Data provided:
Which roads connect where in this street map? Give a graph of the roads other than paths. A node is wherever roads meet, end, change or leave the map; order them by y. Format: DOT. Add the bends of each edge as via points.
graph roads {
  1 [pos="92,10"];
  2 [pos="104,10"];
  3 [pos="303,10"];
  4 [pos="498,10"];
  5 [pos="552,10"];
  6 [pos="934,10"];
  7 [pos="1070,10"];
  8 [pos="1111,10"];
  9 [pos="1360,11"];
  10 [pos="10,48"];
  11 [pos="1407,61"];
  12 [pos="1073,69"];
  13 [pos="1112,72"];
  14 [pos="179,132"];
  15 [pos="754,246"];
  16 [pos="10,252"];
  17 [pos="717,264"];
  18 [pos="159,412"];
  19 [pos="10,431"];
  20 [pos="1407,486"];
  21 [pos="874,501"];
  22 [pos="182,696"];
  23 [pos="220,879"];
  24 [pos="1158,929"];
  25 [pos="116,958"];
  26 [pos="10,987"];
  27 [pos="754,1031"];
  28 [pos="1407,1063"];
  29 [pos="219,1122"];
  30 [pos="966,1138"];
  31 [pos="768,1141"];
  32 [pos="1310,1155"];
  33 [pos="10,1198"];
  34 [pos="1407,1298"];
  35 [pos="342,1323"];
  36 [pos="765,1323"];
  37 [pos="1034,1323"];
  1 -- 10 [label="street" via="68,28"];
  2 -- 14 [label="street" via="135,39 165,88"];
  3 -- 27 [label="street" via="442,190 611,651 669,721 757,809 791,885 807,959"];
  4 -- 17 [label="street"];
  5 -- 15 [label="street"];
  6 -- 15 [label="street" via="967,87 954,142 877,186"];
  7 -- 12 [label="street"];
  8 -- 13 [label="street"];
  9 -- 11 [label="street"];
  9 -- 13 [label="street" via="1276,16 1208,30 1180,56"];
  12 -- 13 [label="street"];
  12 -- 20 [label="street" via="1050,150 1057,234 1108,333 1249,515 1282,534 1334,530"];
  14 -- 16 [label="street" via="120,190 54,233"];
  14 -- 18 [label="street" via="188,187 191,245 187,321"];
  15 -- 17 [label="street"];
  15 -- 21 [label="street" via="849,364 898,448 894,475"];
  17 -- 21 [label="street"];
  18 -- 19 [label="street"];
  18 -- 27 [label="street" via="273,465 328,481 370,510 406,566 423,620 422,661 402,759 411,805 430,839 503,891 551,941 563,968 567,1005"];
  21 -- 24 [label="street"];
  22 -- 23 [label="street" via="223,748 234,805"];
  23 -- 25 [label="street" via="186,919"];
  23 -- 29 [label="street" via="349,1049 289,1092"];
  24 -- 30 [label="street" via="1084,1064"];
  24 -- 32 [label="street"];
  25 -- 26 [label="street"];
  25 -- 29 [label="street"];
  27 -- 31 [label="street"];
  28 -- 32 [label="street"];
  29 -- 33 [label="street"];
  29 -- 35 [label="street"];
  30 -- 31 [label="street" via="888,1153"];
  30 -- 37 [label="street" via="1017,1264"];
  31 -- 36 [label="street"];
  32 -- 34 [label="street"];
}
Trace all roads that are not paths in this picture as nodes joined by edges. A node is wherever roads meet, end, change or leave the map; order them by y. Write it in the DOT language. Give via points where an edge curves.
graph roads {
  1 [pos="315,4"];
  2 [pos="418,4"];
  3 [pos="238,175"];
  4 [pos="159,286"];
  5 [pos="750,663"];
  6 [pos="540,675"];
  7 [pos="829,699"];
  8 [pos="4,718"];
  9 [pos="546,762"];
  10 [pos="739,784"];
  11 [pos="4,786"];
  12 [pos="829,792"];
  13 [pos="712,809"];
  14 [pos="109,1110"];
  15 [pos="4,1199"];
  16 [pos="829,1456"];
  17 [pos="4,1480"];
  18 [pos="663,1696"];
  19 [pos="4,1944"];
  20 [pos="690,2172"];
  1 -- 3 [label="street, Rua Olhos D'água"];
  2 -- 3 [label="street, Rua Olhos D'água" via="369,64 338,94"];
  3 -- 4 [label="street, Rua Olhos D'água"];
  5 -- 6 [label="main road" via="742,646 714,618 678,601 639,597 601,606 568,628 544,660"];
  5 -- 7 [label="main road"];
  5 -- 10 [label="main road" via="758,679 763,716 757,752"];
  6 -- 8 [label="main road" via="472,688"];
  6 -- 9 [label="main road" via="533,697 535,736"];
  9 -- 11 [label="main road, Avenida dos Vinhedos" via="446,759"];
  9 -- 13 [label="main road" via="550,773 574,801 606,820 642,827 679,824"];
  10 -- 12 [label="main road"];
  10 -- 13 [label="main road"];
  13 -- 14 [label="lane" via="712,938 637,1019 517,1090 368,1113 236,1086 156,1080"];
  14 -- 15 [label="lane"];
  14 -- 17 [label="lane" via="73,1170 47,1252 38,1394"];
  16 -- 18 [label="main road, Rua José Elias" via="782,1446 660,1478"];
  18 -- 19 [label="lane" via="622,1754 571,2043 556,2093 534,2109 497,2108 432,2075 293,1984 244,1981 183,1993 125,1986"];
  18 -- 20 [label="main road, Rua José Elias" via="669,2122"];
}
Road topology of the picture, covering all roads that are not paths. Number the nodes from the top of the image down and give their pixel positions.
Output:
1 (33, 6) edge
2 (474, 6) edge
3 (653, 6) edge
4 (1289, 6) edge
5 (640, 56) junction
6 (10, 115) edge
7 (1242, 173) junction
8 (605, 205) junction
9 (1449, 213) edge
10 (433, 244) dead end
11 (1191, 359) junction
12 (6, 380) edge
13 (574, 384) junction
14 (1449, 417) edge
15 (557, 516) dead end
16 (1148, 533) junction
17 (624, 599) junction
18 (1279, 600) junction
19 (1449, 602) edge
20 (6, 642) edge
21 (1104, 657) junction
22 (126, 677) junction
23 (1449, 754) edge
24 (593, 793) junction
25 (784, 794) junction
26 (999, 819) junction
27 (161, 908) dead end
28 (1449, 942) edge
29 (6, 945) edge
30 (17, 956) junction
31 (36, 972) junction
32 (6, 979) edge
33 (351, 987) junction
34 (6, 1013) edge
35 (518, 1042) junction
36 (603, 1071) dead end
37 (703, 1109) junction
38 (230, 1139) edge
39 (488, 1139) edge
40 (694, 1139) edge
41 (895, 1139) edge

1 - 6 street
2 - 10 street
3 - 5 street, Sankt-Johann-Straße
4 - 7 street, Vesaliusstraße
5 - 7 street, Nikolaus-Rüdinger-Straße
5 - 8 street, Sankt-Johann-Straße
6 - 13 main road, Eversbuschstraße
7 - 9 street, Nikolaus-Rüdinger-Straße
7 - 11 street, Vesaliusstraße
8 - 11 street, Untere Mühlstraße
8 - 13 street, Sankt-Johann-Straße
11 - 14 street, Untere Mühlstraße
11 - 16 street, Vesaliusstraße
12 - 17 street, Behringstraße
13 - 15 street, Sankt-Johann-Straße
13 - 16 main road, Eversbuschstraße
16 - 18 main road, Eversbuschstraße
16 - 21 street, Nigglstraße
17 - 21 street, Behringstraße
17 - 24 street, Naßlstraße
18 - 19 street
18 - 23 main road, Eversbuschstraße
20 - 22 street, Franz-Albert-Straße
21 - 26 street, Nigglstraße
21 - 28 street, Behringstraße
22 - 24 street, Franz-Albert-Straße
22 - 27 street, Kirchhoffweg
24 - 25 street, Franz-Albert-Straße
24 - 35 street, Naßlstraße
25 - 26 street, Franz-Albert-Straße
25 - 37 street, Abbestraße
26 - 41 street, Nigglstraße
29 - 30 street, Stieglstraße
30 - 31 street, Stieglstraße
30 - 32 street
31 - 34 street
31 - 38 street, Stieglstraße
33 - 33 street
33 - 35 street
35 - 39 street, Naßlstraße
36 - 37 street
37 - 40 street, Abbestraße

Task statement:
Wherever the string "Vesaliusstraße" is found in the listing above, copy the line that contains it.

Solution for this problem:
4 - 7 street, Vesaliusstraße
7 - 11 street, Vesaliusstraße
11 - 16 street, Vesaliusstraße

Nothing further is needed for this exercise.